When it is time to claim benefits, many people are unprepared for these cuts, Mr. Blair said. Possible W.E.P.-related reductions are not reflected in the worker’s Social Security statement, which shows the history of annual earnings and estimates of future benefits only for jobs covered by Social Security.
“You can have someone who looks at the Social Security statement and it shows a benefit of $1,000 at full retirement age,” Mr. Blair said. But the individual — a teacher who is due a public pension, for example — may be surprised later if the benefit is much lower, he said.
In addition to W.E.P. reductions, a government pensioner who applies for a Social Security spousal or survivor benefit can face reductions. The “government pension offset” (G.P.O.) reduces those benefits by two-thirds of the government pension.
For example, widows and widowers are typically entitled to a survivor benefit that is 100 percent of their late spouse’s benefit. But if a widow is receiving a monthly government pension of $2,000 and her late husband’s Social Security benefit was $1,500, her survivor benefit would be reduced by $1,333 and she would collect just $166, according to the Social Security Administration.
Pensioners are exempt from the W.E.P. offset if they paid into Social Security for 30 years or more in jobs with “substantial earnings” ($26,550 in 2021).
Older people who fall short of the 30 years could eliminate or reduce the W.E.P. impact by working more years at the substantial earnings level, even if they already started collecting benefits, Mr.

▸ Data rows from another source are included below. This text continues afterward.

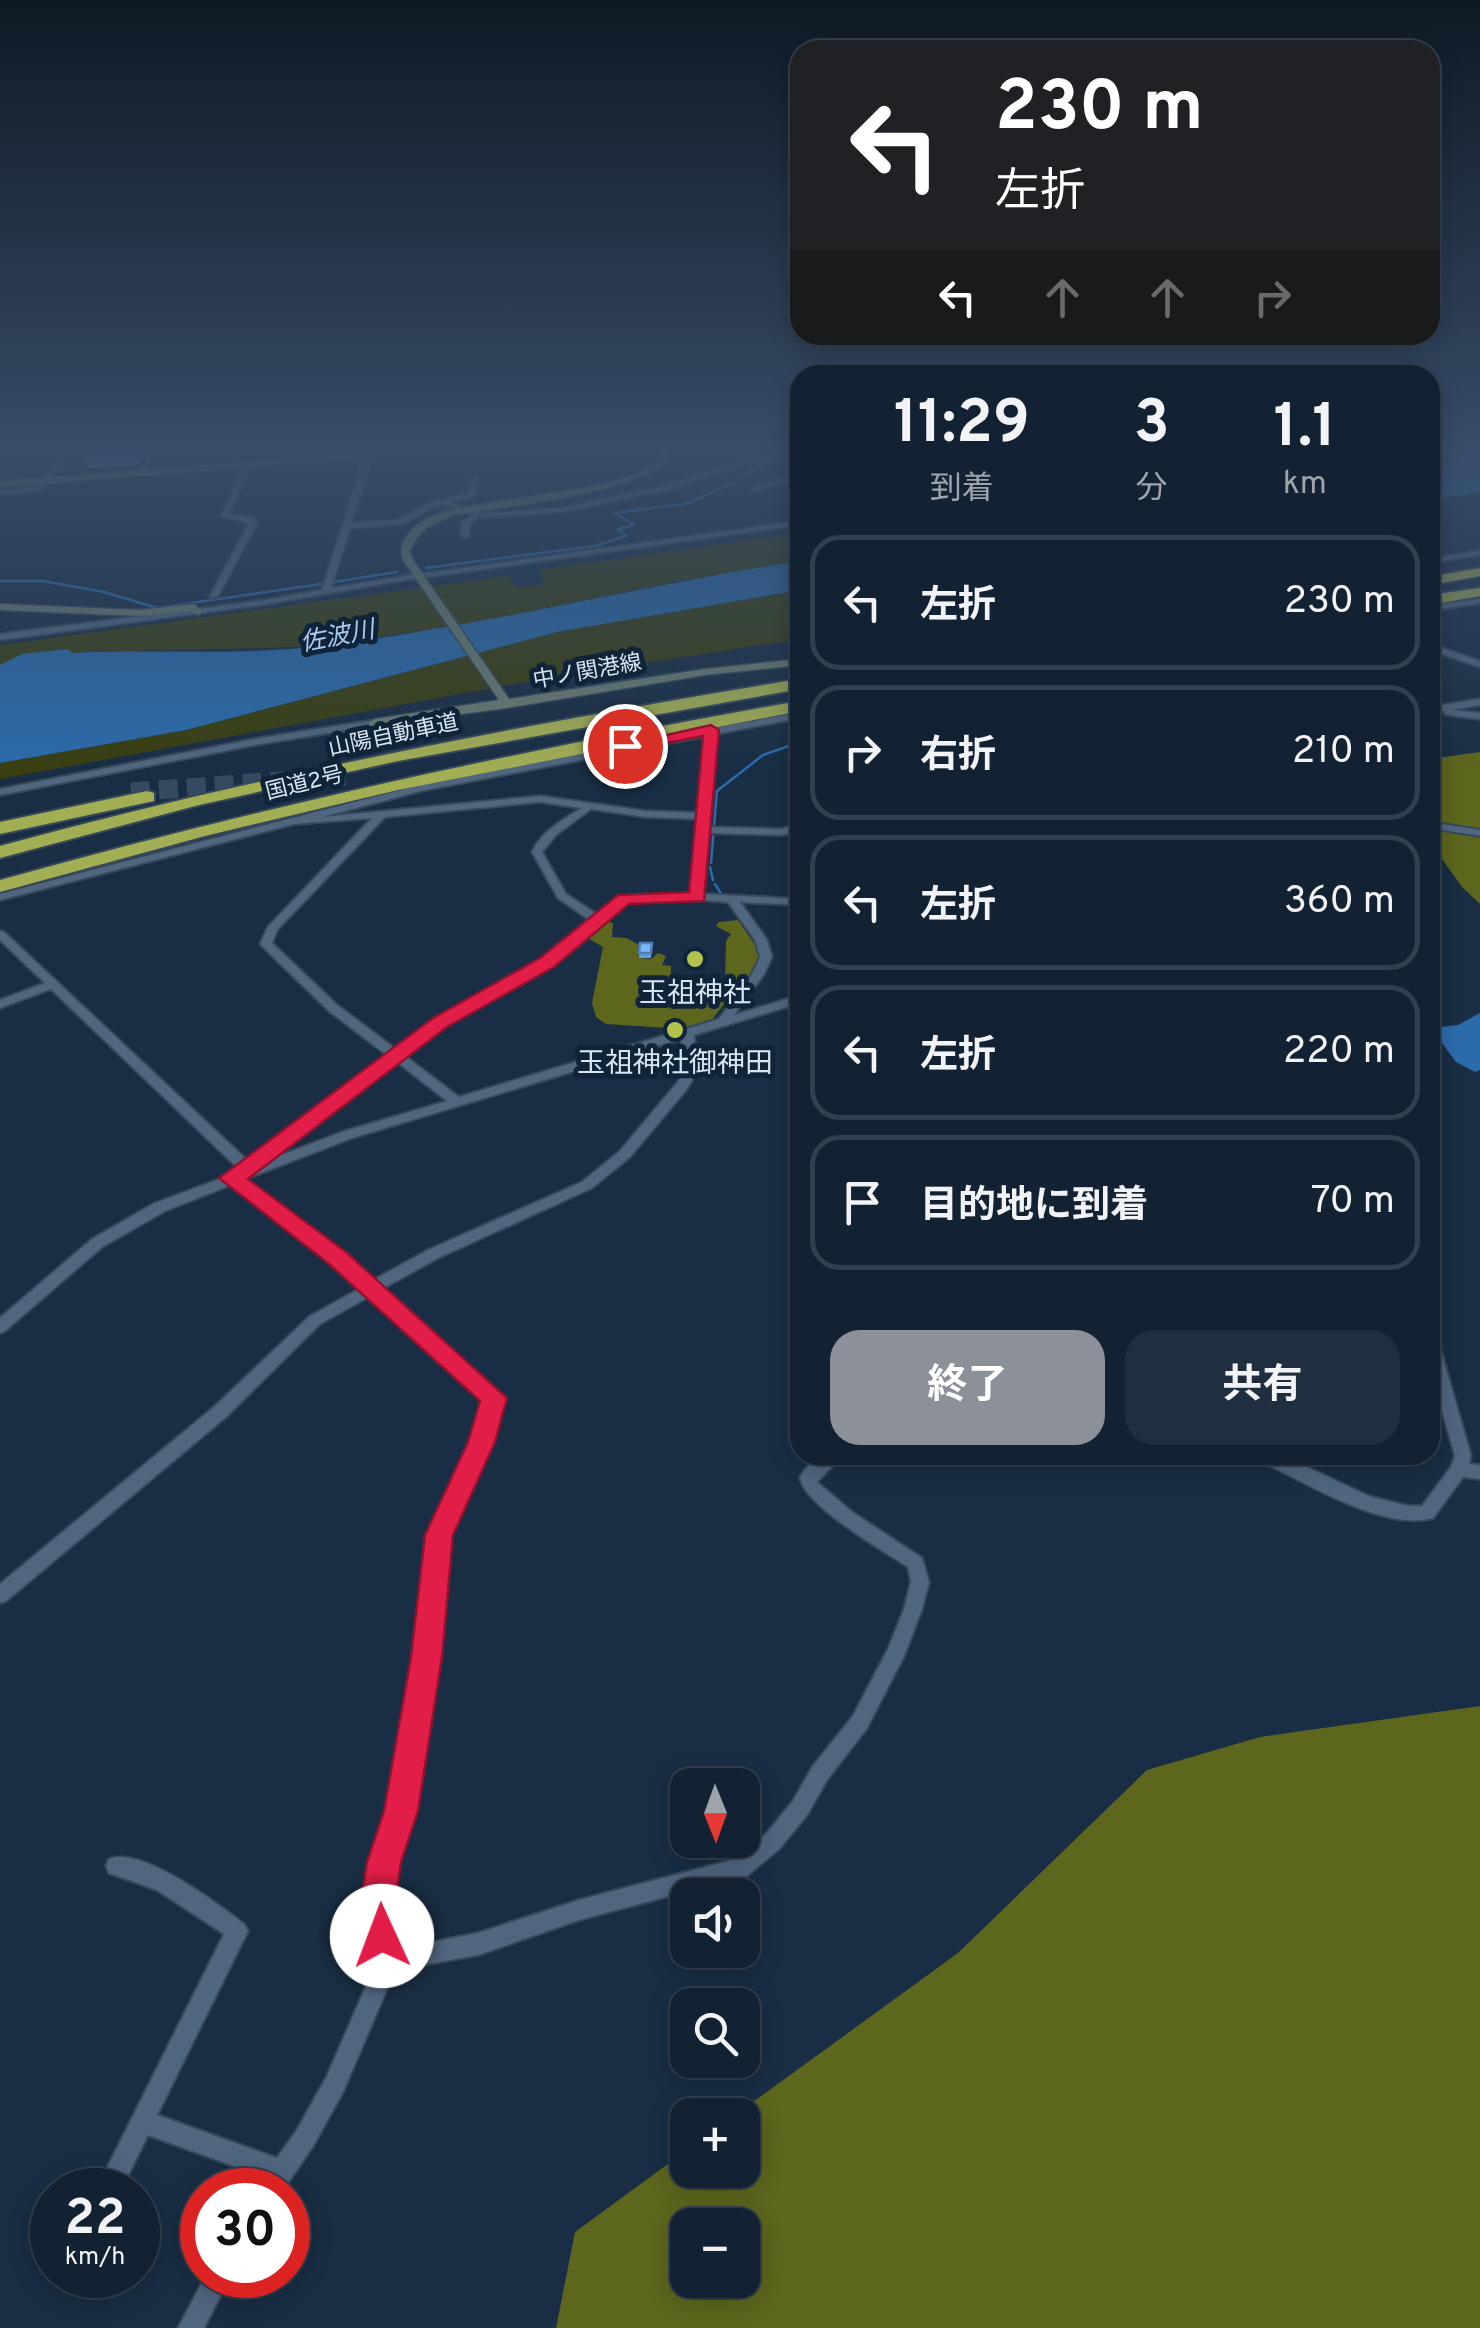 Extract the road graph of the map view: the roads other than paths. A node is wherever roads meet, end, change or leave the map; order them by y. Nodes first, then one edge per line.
1 (237, 554) edge
2 (337, 554) edge
3 (406, 554) edge
4 (586, 554) edge
5 (1476, 554) edge
6 (1440, 559) edge
7 (1480, 569) edge
8 (1440, 575) edge
9 (421, 579) junction
10 (326, 591) junction
11 (1480, 592) edge
12 (214, 596) dead end
13 (1440, 598) edge
14 (1480, 601) edge
15 (0, 607) edge
16 (1440, 607) edge
17 (198, 612) junction
18 (0, 637) edge
19 (1440, 650) edge
20 (790, 663) edge
21 (1480, 664) edge
22 (790, 678) edge
23 (790, 686) edge
24 (504, 701) junction
25 (1480, 702) edge
26 (790, 706) edge
27 (790, 706) edge
28 (1440, 709) edge
29 (1440, 711) edge
30 (1480, 716) edge
31 (790, 717) edge
32 (375, 723) joint
33 (711, 730) junction
34 (410, 752) junction
35 (311, 765) junction
36 (347, 776) tunnel mouth
37 (424, 786) junction
38 (0, 792) edge
39 (132, 792) tunnel mouth
40 (589, 806) junction
41 (422, 810) junction
42 (0, 813) edge
43 (380, 814) junction
44 (704, 816) junction
45 (288, 819) junction
46 (1440, 827) edge
47 (0, 828) edge
48 (790, 829) edge
49 (703, 830) junction
50 (1480, 833) edge
51 (0, 843) edge
52 (0, 852) edge
53 (0, 866) edge
54 (0, 886) edge
55 (0, 896) edge
56 (698, 897) junction
57 (732, 899) junction
58 (790, 902) edge
59 (598, 920) junction
60 (0, 934) edge
61 (53, 984) junction
62 (790, 1002) edge
63 (0, 1004) edge
64 (724, 1022) junction
65 (687, 1033) junction
66 (396, 1058) junction
67 (457, 1102) junction
68 (249, 1170) junction
69 (231, 1178) junction
70 (372, 1288) junction
71 (0, 1327) edge
72 (1440, 1376) edge
73 (823, 1465) edge
74 (1288, 1465) edge
75 (1459, 1470) junction
76 (1480, 1472) edge
77 (0, 1596) edge
78 (116, 1866) dead end
79 (388, 1961) junction
80 (141, 2121) junction
81 (119, 2168) edge
82 (247, 2168) edge
83 (284, 2168) edge
84 (206, 2298) edge
85 (191, 2328) edge

1 - 12 street
2 - 10 street
3 - 9 main road, 中ノ関港線
4 - 9 street
5 - 6 street
7 - 8 highway
9 - 10 street
9 - 24 main road, 中ノ関港線
10 - 17 street
11 - 13 highway
14 - 16 street
15 - 17 main road
17 - 18 street
19 - 21 street
20 - 24 main road, 中ノ関港線
22 - 35 highway, 山陽自動車道
23 - 34 highway, 山陽自動車道
24 - 32 main road
25 - 28 street
26 - 36 highway, 国道2号
27 - 54 highway, 国道2号
29 - 30 street
31 - 33 street
32 - 38 street
33 - 37 street
33 - 44 street
34 - 52 highway, 山陽自動車道
34 - 53 highway
35 - 47 highway
35 - 51 highway, 山陽自動車道
37 - 41 street
37 - 45 street
39 - 42 highway
40 - 41 street
40 - 44 street
40 - 59 street
41 - 43 street
43 - 45 street
43 - 66 street
44 - 49 street
45 - 55 street
46 - 50 street
48 - 49 street
49 - 56 street
56 - 57 street
56 - 59 street
57 - 58 street
57 - 64 street
59 - 66 street
60 - 61 street
61 - 63 street
61 - 68 street
62 - 64 street
64 - 65 street
65 - 67 street
65 - 70 street
66 - 67 street
66 - 68 street
67 - 68 street
68 - 69 street
69 - 70 street
69 - 71 street
70 - 77 street
70 - 79 street
72 - 75 street
73 - 79 street
74 - 75 street
75 - 76 street
78 - 80 street
79 - 83 street
80 - 81 street
80 - 82 street
84 - 85 street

Blair said.
Can a divorced woman who was married for more than 10 years claim a spousal benefit on her ex-husband’s work record and then switch to her own retirement benefit?
Not any longer. The government eliminated a strategy that allowed a spouse or a divorced spouse to use a “restricted application” to file for a spousal benefit while letting her own retirement benefit grow. Now only people born before 1954 can do this.
Instead, when a spouse or divorced spouse files for benefits, the government will give her all the benefits she is eligible for — whether it is her retirement benefit or a spousal benefit, said William Reichenstein, a principal of Social Security Solutions, a company that helps individuals maximize their lifetime income.
A divorced spouse can file for a spousal benefit even if the ex-spouse has not yet claimed a benefit as long as both are at least 62 and are divorced for more than two years. A married spouse must wait until her spouse has filed.
But if the ex-spouse dies, the picture changes. The surviving ex-spouse can claim a survivor benefit as early as 60 and allow her retirement benefit to grow until as late as 70. Or she can claim her reduced retirement benefit early and then switch to a higher survivor benefit at full retirement age.
“If you were married for 10 years, keep tabs on the ex,” Ms. Floyd said. “Once he dies, that survivor benefit could be higher than your own.”